*** INPUT FOR THIS TASK
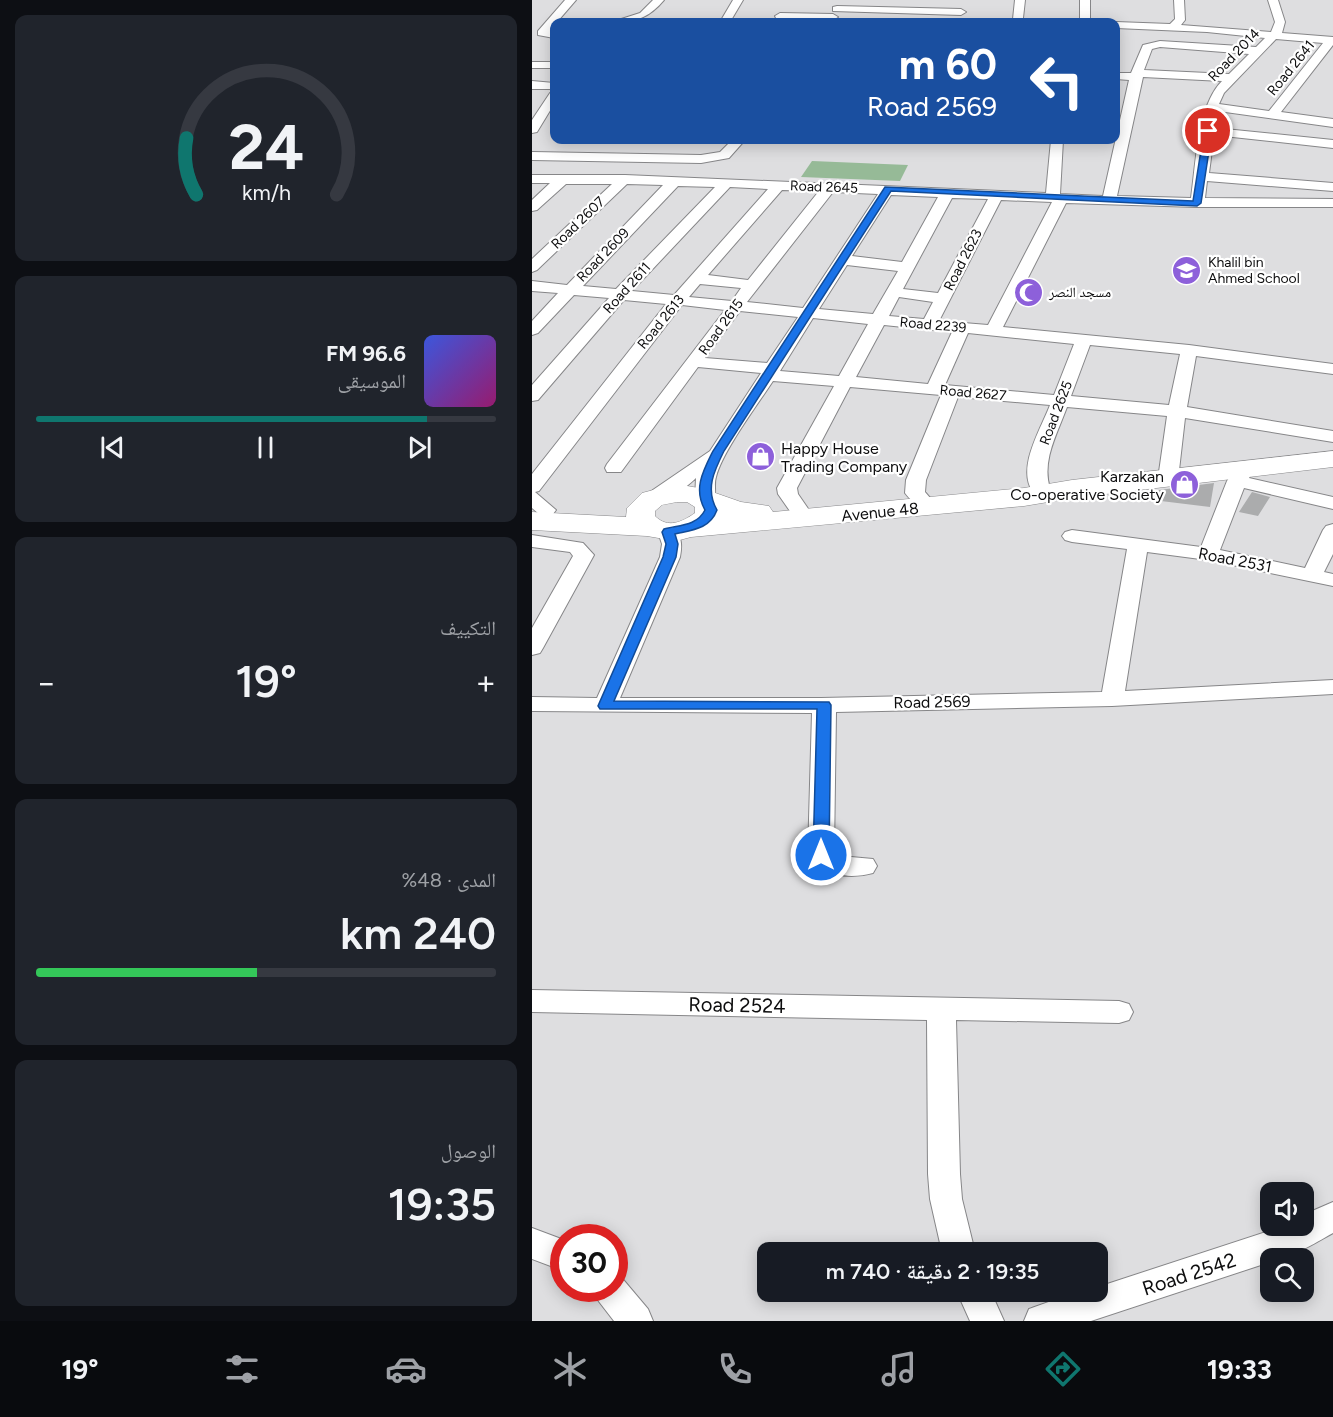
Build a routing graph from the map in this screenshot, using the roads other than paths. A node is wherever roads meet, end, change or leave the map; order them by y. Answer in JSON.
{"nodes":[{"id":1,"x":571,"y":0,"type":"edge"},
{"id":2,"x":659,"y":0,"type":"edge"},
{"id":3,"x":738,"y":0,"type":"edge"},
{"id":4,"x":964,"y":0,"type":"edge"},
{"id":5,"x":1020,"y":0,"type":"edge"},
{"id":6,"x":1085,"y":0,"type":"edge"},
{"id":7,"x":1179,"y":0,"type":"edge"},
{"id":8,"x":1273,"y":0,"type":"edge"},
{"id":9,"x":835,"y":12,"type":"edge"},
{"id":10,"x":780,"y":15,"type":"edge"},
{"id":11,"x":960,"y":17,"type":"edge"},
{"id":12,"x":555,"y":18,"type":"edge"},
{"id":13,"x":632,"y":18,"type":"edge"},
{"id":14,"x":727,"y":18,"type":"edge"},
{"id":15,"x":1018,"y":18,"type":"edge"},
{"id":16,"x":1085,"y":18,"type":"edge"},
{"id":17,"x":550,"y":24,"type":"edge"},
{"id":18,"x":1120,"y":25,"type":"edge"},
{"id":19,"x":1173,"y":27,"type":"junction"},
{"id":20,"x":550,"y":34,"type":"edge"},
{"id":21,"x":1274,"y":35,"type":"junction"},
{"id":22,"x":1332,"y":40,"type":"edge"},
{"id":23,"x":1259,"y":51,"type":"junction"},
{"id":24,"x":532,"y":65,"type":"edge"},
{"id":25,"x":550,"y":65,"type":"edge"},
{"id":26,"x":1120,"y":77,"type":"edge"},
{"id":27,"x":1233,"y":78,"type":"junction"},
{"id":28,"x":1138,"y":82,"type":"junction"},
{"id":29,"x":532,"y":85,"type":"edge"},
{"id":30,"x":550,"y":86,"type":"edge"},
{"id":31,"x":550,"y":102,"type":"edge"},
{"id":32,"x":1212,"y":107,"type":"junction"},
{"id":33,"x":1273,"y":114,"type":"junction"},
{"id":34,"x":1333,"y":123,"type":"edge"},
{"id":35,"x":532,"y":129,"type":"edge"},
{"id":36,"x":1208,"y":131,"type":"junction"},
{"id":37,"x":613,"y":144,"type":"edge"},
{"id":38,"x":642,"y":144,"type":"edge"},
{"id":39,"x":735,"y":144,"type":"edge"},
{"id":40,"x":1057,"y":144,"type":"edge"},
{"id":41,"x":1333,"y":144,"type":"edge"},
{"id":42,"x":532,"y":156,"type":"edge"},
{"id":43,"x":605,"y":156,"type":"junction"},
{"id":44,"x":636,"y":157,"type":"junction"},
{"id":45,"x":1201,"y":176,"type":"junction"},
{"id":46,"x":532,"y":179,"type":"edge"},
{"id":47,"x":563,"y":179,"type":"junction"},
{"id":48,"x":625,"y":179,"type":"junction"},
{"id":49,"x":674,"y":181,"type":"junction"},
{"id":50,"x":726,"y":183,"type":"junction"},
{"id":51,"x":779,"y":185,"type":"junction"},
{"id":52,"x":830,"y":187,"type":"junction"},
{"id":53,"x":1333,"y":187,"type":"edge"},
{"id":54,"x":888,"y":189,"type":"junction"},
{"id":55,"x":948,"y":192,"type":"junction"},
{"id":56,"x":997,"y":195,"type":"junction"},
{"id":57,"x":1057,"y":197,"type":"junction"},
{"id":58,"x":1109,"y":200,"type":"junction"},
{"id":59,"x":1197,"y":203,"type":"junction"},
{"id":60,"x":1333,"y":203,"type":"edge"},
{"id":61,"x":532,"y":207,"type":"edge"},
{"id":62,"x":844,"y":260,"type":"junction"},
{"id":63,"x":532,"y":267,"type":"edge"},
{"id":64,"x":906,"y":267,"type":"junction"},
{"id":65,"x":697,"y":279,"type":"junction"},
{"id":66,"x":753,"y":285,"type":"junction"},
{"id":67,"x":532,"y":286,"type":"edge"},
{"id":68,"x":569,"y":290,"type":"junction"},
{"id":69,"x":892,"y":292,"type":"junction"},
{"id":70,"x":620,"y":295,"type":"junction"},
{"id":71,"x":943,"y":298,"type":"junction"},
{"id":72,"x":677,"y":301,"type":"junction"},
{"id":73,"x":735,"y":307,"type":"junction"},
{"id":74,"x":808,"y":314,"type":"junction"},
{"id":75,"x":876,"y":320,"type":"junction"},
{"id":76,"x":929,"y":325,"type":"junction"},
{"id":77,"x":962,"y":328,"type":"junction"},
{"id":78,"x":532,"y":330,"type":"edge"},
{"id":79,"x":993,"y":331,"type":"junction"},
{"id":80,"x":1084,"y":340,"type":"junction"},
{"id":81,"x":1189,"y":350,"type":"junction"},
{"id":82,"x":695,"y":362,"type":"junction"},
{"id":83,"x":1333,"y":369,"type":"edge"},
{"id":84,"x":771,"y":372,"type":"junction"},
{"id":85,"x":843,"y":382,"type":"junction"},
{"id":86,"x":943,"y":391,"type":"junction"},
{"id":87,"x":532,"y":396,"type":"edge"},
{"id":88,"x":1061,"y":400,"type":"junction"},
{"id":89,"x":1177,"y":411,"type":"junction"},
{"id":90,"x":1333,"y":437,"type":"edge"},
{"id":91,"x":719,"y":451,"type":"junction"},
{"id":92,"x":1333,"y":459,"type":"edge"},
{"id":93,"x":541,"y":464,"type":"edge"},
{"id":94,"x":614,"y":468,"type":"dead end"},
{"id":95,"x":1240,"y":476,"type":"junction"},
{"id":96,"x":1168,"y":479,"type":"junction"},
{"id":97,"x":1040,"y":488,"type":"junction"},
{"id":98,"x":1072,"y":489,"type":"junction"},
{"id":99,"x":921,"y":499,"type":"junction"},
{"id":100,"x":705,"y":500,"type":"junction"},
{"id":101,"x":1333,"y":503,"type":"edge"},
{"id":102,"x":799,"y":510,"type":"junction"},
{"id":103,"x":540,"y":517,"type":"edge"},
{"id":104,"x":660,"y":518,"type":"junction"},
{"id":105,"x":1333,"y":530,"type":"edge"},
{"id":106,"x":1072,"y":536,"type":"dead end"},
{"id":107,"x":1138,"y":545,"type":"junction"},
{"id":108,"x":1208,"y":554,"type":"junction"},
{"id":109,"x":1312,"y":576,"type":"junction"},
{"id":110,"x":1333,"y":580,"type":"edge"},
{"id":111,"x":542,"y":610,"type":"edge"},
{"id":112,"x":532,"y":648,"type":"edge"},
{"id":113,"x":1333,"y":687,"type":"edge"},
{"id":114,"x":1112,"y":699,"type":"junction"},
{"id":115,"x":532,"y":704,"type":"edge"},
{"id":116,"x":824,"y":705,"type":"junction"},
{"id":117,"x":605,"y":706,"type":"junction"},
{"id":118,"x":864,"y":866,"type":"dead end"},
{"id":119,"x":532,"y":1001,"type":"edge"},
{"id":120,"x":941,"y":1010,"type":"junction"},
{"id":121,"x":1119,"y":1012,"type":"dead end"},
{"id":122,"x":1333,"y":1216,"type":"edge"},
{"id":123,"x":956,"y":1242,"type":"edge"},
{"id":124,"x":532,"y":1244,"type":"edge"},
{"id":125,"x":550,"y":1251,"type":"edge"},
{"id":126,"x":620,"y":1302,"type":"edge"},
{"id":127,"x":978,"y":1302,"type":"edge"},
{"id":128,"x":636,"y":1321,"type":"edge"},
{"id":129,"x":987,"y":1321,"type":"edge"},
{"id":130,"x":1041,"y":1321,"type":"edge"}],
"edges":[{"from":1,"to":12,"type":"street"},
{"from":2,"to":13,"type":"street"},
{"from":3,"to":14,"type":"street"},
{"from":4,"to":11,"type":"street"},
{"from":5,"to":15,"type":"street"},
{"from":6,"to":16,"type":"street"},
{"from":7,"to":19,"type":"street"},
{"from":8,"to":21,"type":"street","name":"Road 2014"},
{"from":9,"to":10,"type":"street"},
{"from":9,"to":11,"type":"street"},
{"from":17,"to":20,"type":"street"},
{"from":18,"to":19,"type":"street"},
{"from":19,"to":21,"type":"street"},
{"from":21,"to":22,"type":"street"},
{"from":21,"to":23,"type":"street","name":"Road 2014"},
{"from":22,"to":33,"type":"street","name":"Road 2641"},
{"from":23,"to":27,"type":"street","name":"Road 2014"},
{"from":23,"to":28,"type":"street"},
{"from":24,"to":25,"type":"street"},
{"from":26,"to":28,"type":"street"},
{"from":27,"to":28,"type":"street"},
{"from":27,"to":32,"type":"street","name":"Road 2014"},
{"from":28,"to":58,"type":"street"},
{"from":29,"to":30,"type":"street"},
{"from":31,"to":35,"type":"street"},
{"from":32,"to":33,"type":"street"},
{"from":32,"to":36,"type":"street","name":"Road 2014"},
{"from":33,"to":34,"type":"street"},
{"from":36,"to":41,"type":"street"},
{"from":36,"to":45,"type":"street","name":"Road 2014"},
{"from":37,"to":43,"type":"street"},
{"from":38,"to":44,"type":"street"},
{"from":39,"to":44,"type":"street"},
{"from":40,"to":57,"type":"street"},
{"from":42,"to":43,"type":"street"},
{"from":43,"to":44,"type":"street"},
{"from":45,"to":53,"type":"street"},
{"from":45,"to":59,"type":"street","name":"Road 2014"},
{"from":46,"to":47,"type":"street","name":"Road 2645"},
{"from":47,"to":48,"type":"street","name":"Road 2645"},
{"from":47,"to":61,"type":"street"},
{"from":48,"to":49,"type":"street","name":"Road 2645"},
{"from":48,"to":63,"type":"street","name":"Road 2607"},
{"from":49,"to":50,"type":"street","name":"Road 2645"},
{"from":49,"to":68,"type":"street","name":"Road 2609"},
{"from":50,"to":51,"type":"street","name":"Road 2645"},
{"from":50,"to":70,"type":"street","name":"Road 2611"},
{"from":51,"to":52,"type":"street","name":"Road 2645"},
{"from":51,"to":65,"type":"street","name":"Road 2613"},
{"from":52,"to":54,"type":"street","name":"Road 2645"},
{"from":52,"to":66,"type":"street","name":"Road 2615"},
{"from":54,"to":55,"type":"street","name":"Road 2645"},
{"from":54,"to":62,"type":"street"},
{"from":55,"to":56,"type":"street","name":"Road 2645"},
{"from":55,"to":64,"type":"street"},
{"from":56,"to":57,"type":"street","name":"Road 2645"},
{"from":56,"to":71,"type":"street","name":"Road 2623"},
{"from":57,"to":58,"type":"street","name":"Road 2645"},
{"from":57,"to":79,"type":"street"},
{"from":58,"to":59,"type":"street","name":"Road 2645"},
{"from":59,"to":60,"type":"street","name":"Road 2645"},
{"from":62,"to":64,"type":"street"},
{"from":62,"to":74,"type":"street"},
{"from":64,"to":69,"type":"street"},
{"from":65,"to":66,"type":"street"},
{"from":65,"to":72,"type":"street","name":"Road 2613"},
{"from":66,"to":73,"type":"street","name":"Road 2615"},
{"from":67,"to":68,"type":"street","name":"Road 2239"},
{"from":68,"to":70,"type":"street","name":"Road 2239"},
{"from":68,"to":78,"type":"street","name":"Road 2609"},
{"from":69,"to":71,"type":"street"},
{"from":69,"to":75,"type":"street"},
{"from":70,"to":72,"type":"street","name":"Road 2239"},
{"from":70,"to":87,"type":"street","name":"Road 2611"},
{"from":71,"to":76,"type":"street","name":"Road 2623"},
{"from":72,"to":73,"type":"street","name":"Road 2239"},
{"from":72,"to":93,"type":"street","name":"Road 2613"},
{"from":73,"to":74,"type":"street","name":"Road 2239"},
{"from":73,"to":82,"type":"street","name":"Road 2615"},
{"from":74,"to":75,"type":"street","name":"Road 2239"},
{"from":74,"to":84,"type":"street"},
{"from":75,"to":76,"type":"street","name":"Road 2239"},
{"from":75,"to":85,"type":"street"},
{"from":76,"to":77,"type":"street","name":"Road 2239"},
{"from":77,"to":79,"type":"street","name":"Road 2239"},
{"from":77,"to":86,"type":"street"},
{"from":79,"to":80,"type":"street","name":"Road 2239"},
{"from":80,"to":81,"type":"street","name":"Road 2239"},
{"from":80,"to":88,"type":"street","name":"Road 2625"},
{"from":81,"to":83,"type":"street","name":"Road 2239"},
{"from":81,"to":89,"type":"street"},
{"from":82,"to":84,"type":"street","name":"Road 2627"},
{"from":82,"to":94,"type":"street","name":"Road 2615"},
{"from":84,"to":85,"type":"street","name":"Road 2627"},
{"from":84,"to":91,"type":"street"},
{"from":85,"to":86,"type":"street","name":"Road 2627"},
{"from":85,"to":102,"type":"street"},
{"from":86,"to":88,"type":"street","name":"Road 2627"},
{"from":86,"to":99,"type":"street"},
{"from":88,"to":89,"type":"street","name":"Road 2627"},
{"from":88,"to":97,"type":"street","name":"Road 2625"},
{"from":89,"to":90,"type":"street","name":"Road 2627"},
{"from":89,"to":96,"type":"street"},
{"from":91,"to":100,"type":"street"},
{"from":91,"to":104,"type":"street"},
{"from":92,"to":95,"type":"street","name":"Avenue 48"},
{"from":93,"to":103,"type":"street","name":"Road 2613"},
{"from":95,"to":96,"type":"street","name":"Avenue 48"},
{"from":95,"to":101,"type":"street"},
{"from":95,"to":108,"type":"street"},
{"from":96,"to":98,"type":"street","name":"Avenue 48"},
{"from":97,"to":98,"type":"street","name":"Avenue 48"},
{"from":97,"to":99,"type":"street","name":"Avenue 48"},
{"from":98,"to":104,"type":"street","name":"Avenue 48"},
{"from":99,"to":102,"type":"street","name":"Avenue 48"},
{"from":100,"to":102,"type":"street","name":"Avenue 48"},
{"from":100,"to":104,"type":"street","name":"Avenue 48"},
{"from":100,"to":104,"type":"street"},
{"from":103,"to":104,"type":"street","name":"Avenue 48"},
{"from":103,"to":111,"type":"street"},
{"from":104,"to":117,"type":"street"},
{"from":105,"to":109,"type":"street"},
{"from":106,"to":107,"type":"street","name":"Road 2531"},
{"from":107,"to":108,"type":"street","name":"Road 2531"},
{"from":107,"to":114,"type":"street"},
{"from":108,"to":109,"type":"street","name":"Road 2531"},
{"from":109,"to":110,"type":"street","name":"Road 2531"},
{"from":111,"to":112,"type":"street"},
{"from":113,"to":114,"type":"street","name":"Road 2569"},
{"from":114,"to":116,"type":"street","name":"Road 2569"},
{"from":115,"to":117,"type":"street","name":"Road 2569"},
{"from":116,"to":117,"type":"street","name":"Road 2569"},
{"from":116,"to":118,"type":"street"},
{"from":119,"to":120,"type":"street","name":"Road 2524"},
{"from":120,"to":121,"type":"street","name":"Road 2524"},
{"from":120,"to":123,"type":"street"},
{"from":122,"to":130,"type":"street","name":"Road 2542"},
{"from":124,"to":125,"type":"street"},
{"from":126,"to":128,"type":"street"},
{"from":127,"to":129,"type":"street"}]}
******
* [WHAT YOU SHOULD DO]
Provide only the number of lines within the material that contain the string "dead".

* [COMPLETED EXERCISE]
4